• Alexander Funds Management

Inflation Uptick

For the first time in a year Australian annual CPI inflation looks set to tick higher ending the most recent phase of lower quarterly inflation for official and market forecasts. Unlike the latest mild uptick in annual inflation that occurred between Q3 2017 (1.8% y-o-y) and Q2 2018 (2.1% y-o-y), the uptick that started in Q2 2019 (due for release 31st July) is likely to last longer and be slightly more pronounced. Nevertheless, this next inflation uptick still looks a short-term cyclical event in a long-term disinflationary trend.


Looking towards the Q2 CPI report we forecast a 0.5% q-o-q increase. This will take annual inflation up to 1.5% y-o-y from 1.3% in Q1. Quarterly CPI increases have been 0.5% q-o-q or lower since Q4 2016. Contributing factors for the low CPI readings included low and sometimes falling wholesale prices; occasionally low petrol prices; declining house prices and rents; and some reductions in Government administered prices.


Some of these disinflationary factors are still of relevance, but a key factor would be petrol prices which turned sharply inflationary in Q2. Housing prices and rents also look less disinflationary in Q2 and are going to turn mildly inflationary in Q3 2019.


Taking petrol prices first, in Q1 2019 the Australian statistician reported that petrol prices fell between 7.8% q-o-q in Adelaide and 14.3% in Darwin contributing a -0.27 percentage point (pp) reduction to quarterly CPI. Petrol prices have lifted in Q2 almost as much as they fell in Q1. Conservatively it will contribute +0.2pp to the Q2 CPI. With all else equal, the swing in contribution from petrol prices alone would generate a 0.47% q-o-q CPI for Q2.


Assuming no change in all other components of the CPI other than petrol, prices rose in Q1 by almost 0.3% q-o-q. It is reasonable to assume that the CPI ex petrol prices lifted somewhere between 0.1 to 0.2% in Q2, possibly even more. On this calculation, our 0.5% q-o-q Q2 CPI forecast is conservative.


The impact of petrol prices, however, is volatile quarter-to-quarter. While petrol prices may lift the CPI a lot in Q2, its contribution beyond is difficult to forecast. What is certain however, is that the political situation around the Persian Gulf has deteriorated and looks to remain tense for some time. Key oil supplies are likely to be subject to periods of disruption, creating upward pressure on crude oil prices over the next year or two.


Another big-weighted component in the CPI that has held down CPI inflation over the past year has been housing (mostly house prices and rents). The total housing component of CPI showed no change in Q1 2019, but was up 0.8% y-o-y less than the 1.3% CPI increase. Within the housing component, housing rents rose less than 0.1% q-o-q in Q1 while purchase prices of homes fell by 0.2%. Combined house prices and rents may have risen marginally in Q2, but these are likely to show better gains in subsequent quarters based on recent housing activity reports.
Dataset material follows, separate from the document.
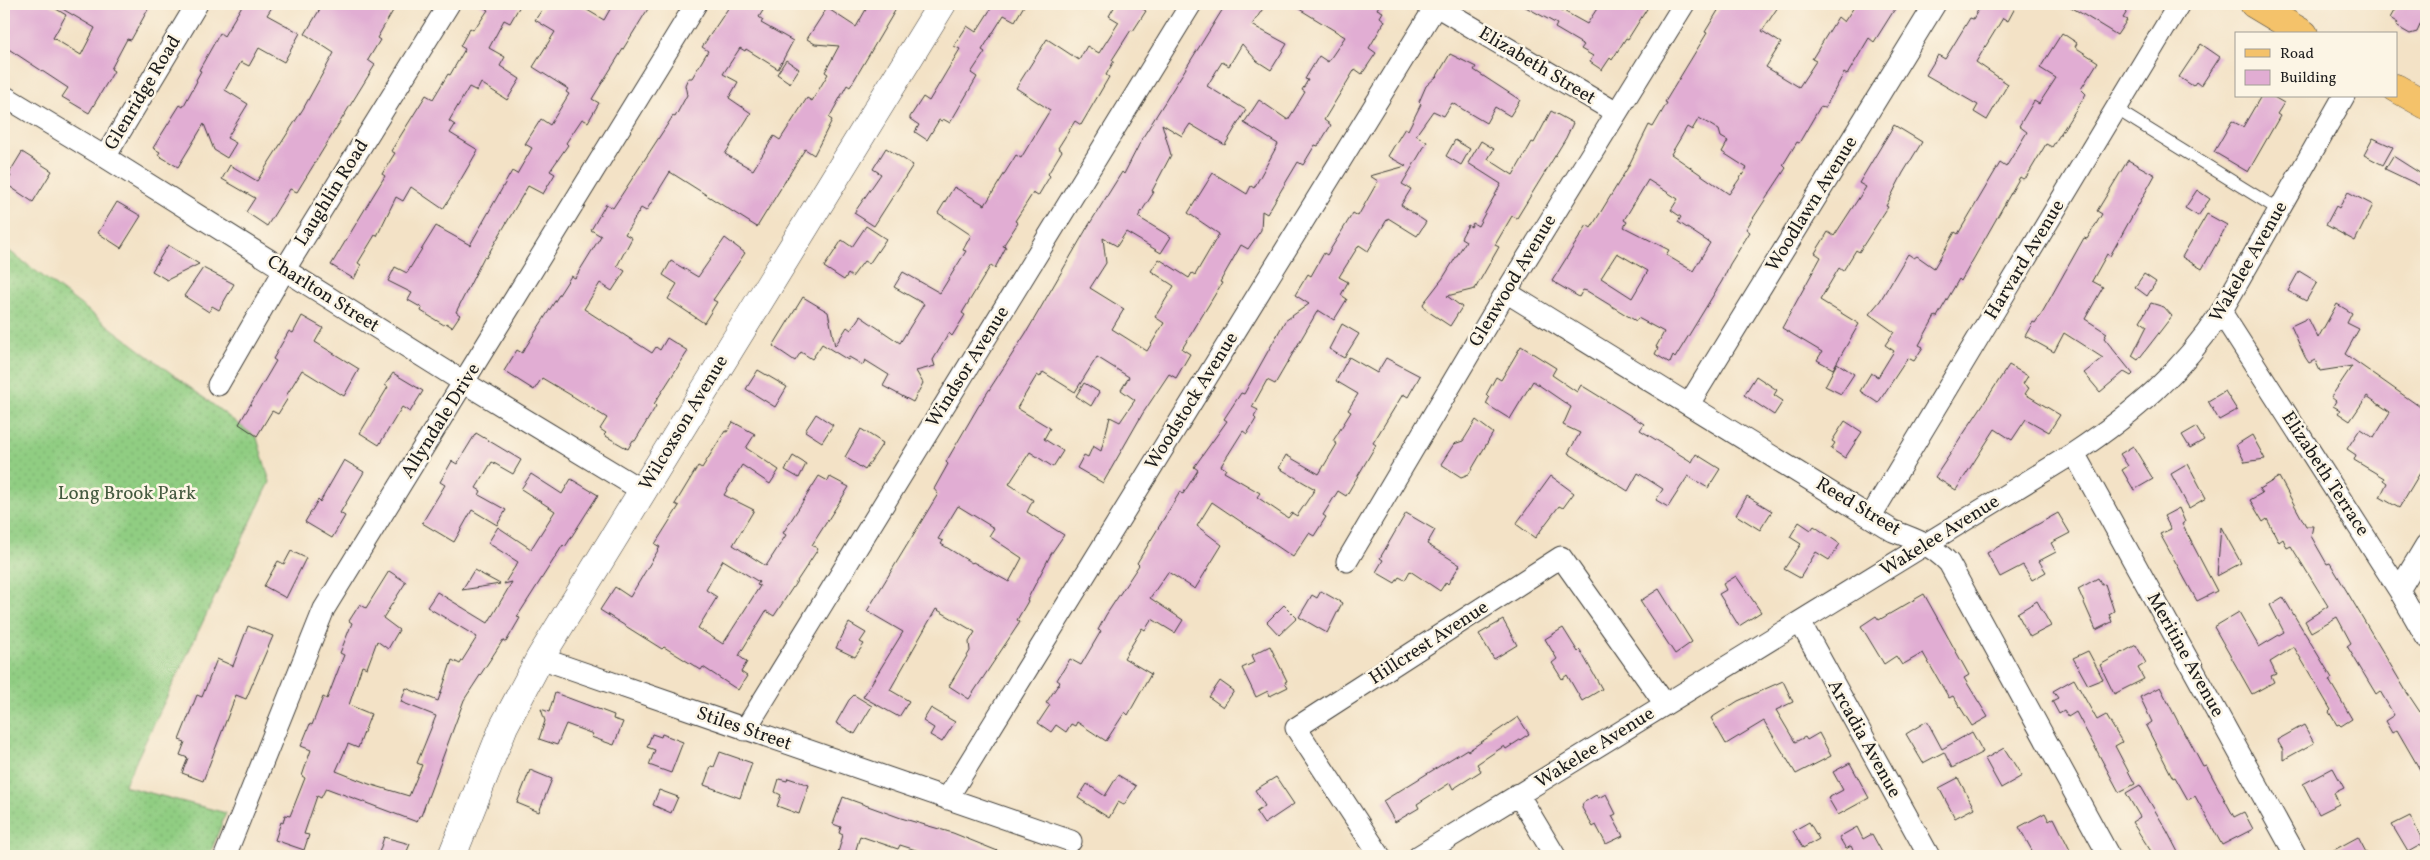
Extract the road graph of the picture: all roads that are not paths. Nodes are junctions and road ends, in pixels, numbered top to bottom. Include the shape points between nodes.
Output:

Another factor working towards slightly higher CPI inflation include the indirect effects of the US/China trade war (higher international supply chain prices and a lower $A exchange rate than would otherwise be the case).


Factors leaning towards higher CPI inflation in the near-term are higher petrol prices; the turn upwards in housing prices; and higher import prices caused as an indirect consequence of the trade war. These are probably sufficient to generate more pronounced and lengthier upward blips in annual inflation than other blips in the longer-term disinflationary trends over the past decade or more. At present, however, it is unlikely that annual inflation will push up much higher than 2% y-o-y over the next year or so.


The factors behind the long-term trend decline in inflation over the past 30 years are still in play. Slow wages growth is showing no signs of change. Despite short term increases in prices of internationally produced goods, these are still likely to resume sliding in the longer-term as production continues to move to low-cost producers. Demographic change, especially ageing populations, also militate towards higher savings over time. Slowing demand is also helping to keep a cap on inflation.


The bottom line is that annual inflation is likely to be a little higher over the next year or two, but it is unlikely to stay higher.